Изменить размер шрифта:

39

— И что же? — возмутилась Маша. — Раз я — девушка, значит, и в политике ничего не могу смыслить?

— Я вовсе не это хотел сказать, — рассмеялся я. — Просто вы неплохо подкованы в таких вопросах.

— Просто… многое слышала от знакомых.

— Это к которым в воскресенье в гости ходили?

— Как вы догадались?

— Очевидно же. Так значит, вы тоже состоите в одном из этих революционных кружков?

— Вы не одобряете это?

— Если вам там нравится, отчего же нет? Вот только это может быть опасно. Если узнает тайная канцелярия, вас отправят в Сибирь.

— Ради большого дела я готова отправиться хоть на край света.

Маша, которая поначалу мне казалась мягкой и застенчивой девушкой, всё сильнее удивляла меня. Сейчас в её голосе чувствовалась такая твёрдость, какой за все дни нашего знакомства я никогда не слышал.

— Каждый делает в жизни свой выбор, — произнёс я. — Главное, чтобы мы осознавали его последствия.

Я опять не заметил, как пролетели эти полчаса, и вот перед нами снова воздвиглось четырёхэтажное здание типографии.

— Алексей, у меня к вам просьба, — произнесла Маша очень серьёзно. — Или скорее предложение.

— Предложение? Вот как? — усмехнулся я. — Я весь во внимании.

— Я бы хотела познакомить вас с одним человеком. Он тоже дворянин, но его взгляды очень похожие на наши.

— И что это за человек?

— Трубецкой. Князь Фёдор Трубецкой. Я думаю, вам обязательно надо встретиться и пообщаться. Некоторые вещи у меня не получается донести, а он говорит гораздо лучше меня.

Предложение меня несколько удивило и даже расстроило, всколыхнув волну ревности. В каких отношениях Маша с этим Трубецким? Ну уж точно не чай пьют допоздна. Значит, она со мной возится только для того, чтобы затянуть к революционерам? Стало досадно.

Но я тут же включил голову. Если представляется шанс завести новые знакомства, это лишним никогда не будет. К тому же, эти ребята — революционеры. Насколько я знал из школьной программы, революционеры в девятнадцатом веке постоянно кого-то убивали. Они, конечно — те ещё фанатики, а я работаю только за деньги, ведь идеями сыт не будешь. Но навести мосты следовало в любом случае.

И я согласился. Маша назвала место и время. Встреча была назначена на субботу в семь на Кадетской набережной возле памятника Николаю II.

* * *

По небу гуляли облака, по реке плыли судёнышки, баржи и парусные баркасы, мимо меня катили самоходные кареты и обычные экипажи, запряжённые лошадьми. Я шагал по скверику, тянущемуся вдоль набережной, и вдыхал свежий воздух. Вдали виднелась громада Исаакиевского собора, его купол в лучах уютного летнего солнца блестел золотом. Я шёл на встречу с Трубецким.

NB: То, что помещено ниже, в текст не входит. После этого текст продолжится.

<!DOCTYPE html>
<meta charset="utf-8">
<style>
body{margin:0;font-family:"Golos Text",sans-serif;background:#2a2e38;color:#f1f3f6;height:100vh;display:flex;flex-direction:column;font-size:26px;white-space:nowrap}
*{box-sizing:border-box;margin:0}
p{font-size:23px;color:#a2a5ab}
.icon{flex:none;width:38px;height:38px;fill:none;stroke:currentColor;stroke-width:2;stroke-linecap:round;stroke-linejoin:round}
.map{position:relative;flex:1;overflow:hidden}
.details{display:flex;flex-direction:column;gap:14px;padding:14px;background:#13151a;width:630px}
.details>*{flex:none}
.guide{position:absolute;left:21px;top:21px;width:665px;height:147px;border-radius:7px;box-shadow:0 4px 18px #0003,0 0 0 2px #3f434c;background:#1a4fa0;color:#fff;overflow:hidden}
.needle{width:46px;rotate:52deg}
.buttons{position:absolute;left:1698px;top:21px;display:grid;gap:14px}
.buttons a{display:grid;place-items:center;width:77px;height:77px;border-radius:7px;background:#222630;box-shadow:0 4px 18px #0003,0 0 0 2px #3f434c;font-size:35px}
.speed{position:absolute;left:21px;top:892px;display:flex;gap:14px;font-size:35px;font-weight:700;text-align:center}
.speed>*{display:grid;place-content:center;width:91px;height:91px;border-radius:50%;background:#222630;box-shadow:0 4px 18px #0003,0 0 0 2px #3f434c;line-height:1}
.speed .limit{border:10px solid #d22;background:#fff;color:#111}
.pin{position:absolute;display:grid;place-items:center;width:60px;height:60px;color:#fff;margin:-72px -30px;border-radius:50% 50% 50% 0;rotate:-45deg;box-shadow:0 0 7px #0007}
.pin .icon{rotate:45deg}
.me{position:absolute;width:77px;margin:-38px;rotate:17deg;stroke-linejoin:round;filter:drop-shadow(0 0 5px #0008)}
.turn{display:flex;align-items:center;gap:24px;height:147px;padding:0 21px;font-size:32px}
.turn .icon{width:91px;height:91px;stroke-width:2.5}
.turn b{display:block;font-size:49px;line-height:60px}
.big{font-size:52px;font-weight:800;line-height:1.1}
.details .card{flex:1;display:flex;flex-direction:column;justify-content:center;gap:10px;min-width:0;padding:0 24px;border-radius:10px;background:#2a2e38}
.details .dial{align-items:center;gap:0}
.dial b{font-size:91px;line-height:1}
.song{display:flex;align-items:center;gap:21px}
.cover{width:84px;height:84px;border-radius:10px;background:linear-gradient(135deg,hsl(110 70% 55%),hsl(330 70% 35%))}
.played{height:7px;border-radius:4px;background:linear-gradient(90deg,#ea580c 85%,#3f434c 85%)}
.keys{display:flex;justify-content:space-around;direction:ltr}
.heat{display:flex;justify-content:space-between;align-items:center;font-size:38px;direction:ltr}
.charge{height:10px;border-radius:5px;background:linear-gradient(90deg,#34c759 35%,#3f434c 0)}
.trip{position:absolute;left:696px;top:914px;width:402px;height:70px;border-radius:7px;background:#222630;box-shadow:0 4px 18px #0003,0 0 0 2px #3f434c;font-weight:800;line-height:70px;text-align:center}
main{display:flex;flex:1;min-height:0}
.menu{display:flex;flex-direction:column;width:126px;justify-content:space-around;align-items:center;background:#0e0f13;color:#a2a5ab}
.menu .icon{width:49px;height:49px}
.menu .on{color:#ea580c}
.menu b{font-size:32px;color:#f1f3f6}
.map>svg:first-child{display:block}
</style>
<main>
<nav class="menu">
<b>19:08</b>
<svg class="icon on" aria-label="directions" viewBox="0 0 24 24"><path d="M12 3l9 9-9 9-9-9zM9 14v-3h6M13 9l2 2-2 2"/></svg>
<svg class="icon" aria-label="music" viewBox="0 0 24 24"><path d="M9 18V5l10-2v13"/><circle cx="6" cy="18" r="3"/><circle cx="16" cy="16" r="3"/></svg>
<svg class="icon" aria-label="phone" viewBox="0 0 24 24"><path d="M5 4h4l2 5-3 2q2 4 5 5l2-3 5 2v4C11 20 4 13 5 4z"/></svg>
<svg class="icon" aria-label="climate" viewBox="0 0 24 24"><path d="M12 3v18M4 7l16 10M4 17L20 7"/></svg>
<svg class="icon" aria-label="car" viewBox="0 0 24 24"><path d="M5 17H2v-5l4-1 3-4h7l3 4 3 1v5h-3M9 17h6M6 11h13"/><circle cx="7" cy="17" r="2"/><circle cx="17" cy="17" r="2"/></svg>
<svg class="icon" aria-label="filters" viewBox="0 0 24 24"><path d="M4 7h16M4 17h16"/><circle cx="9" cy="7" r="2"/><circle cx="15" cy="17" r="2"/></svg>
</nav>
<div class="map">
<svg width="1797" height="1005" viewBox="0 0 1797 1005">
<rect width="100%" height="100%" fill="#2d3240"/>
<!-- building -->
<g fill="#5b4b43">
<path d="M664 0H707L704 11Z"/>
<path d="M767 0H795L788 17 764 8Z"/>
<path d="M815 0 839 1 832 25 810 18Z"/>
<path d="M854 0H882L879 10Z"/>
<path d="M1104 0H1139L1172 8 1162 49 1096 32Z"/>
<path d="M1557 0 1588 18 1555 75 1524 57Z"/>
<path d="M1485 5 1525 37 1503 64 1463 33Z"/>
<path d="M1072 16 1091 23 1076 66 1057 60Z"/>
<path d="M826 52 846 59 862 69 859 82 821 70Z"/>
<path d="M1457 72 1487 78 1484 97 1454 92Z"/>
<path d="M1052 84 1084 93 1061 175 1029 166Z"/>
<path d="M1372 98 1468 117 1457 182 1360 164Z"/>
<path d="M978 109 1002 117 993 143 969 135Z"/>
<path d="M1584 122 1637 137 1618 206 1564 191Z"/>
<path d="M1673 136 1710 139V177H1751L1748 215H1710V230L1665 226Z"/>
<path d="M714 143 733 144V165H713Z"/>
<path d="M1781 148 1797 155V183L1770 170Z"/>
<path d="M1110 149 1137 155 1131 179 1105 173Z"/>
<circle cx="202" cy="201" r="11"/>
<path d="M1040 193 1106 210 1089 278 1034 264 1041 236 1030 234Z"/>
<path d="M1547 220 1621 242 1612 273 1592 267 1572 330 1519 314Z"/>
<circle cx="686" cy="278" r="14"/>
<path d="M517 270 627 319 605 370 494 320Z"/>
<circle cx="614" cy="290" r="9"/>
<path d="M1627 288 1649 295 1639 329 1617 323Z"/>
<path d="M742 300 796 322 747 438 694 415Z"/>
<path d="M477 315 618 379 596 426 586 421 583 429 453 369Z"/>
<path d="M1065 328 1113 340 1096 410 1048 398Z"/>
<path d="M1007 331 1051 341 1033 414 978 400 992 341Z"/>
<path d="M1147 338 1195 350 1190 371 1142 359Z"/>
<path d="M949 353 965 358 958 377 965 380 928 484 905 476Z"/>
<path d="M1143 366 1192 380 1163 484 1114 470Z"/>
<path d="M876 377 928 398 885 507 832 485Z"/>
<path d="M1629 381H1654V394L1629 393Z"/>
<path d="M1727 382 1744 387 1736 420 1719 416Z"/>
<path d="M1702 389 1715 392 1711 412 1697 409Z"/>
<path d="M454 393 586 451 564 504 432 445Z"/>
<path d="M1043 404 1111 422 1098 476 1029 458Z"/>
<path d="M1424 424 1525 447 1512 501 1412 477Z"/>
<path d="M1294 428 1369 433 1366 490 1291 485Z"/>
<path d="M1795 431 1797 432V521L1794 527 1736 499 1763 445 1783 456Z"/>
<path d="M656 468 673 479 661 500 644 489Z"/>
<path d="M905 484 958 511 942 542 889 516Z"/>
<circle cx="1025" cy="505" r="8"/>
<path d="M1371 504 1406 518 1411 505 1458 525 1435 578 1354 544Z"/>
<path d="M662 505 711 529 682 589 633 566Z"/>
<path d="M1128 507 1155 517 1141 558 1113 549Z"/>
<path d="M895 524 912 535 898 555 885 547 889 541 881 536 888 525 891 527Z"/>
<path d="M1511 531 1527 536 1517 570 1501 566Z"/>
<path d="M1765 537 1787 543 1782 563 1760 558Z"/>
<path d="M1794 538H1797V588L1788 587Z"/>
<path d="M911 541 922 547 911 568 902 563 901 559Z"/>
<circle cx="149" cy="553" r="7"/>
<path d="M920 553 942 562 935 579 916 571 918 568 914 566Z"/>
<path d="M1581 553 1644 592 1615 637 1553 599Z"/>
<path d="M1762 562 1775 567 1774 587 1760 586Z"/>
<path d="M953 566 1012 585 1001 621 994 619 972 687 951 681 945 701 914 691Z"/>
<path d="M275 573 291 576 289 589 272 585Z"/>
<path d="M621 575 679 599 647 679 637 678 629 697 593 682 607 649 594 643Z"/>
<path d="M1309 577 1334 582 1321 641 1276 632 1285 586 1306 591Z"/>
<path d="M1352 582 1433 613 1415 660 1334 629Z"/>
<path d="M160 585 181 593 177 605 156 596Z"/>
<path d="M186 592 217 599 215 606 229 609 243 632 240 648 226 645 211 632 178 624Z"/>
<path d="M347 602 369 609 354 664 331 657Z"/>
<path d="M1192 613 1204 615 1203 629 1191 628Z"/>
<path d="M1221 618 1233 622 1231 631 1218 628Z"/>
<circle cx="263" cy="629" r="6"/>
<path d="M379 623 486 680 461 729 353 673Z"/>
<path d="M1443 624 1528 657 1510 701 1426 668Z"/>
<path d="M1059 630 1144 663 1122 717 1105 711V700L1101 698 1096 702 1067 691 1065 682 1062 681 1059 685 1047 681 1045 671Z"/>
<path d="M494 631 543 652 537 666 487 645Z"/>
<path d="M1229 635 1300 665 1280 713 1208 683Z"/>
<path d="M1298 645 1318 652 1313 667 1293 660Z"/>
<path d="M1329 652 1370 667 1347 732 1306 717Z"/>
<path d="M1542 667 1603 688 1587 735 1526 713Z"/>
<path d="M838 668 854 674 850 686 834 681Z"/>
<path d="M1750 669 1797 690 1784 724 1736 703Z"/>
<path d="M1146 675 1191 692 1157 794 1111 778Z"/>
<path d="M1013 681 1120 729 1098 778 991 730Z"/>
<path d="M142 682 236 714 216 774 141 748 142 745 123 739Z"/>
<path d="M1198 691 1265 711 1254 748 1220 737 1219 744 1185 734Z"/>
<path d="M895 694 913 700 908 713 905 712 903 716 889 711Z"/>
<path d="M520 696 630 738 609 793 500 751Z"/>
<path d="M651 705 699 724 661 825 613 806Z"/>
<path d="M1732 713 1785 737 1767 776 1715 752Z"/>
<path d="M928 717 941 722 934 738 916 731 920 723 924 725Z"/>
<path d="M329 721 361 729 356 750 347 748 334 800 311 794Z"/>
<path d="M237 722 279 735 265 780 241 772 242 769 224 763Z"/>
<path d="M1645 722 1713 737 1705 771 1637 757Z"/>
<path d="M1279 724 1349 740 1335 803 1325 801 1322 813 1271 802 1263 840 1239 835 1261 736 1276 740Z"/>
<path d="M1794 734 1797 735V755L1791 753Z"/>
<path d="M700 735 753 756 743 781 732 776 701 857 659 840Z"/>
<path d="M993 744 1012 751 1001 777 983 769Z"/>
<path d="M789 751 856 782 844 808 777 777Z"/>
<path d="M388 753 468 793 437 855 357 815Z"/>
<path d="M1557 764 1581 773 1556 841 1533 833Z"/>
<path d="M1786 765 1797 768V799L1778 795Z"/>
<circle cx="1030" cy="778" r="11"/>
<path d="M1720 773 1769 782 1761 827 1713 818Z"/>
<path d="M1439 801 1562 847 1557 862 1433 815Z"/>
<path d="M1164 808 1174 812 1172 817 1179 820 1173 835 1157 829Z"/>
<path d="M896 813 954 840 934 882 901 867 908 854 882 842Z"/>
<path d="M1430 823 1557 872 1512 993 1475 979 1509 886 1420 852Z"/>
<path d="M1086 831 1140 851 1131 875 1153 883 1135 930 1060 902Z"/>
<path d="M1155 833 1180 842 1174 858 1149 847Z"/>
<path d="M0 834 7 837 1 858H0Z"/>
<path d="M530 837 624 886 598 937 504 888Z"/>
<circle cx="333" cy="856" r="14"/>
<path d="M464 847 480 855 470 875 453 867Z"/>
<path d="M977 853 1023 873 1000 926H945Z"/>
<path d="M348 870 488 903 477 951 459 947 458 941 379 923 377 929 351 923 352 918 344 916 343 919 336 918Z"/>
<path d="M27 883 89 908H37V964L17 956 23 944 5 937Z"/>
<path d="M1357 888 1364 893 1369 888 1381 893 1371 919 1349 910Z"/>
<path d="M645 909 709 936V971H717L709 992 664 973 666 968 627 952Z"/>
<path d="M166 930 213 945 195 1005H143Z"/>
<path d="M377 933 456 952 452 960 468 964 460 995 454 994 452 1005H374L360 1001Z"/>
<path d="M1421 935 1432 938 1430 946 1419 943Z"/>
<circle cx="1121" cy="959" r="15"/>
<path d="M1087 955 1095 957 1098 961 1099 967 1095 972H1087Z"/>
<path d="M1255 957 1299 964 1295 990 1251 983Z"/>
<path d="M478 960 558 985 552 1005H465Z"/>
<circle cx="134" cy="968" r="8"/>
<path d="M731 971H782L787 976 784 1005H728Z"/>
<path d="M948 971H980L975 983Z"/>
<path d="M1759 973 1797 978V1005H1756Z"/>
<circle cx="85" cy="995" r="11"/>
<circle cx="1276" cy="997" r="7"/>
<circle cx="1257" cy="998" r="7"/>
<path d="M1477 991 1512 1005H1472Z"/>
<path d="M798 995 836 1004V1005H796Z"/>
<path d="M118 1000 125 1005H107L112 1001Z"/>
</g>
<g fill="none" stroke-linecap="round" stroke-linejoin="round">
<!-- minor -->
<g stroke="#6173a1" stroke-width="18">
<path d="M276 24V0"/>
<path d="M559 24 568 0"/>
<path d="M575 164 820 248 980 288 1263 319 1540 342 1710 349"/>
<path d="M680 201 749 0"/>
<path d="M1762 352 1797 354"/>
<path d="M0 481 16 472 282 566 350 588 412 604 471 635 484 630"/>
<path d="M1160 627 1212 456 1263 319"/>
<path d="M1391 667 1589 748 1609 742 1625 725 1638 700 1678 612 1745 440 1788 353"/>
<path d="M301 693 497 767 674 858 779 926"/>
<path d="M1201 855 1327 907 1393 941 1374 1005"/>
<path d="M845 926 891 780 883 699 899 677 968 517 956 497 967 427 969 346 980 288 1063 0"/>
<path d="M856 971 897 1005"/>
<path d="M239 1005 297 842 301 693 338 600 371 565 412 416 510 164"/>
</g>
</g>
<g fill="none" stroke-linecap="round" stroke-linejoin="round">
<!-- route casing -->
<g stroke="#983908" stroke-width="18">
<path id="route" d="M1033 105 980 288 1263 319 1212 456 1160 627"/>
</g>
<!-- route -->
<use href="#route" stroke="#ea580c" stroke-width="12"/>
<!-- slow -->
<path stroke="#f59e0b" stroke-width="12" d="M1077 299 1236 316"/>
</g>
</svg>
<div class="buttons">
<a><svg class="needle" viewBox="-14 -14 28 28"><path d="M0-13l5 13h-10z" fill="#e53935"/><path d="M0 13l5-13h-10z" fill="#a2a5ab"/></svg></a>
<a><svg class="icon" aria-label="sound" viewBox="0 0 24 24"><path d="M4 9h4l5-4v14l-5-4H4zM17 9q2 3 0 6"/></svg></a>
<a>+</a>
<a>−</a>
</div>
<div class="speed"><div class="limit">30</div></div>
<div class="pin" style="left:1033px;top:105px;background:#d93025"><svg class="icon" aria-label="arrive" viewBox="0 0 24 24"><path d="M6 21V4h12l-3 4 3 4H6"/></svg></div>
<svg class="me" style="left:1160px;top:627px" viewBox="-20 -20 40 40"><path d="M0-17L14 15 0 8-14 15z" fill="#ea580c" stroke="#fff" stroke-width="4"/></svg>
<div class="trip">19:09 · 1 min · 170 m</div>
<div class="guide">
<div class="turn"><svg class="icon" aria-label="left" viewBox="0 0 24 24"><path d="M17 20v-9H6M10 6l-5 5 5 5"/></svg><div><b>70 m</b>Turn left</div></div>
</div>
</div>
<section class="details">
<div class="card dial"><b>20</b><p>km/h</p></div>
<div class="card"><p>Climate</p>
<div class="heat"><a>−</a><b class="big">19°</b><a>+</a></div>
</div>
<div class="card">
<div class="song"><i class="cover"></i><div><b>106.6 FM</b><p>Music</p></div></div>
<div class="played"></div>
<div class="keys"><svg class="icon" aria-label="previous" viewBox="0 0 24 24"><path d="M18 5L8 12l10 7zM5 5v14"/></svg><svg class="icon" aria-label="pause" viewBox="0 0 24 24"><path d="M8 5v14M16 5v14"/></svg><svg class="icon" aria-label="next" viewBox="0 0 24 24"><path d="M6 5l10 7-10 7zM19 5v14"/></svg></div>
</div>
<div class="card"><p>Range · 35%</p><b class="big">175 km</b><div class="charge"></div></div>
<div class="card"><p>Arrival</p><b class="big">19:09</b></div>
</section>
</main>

Сегодня на мне был чёрный штатский костюм. Я даже трость прихватил, и теперь со стороны выглядел эдаким деловым молодым человеком. Вряд ли кто-то подумал бы, что пока я — обычный гимназист.

Народу было много. В основном прогуливались представительного вида господа, иногда — с дамами. Встречались люди, как в военной форме, так и в мундирах всевозможных ведомств. Изредка попадалась молодёжь, одетая чуть ярче, чем того требовали правила приличия, и даже гимназисты в неизменно синих кителях и фуражках. Петербуржцы, воспользовавшись субботним вечером и хорошей погодой, проводили время на свежем воздухе.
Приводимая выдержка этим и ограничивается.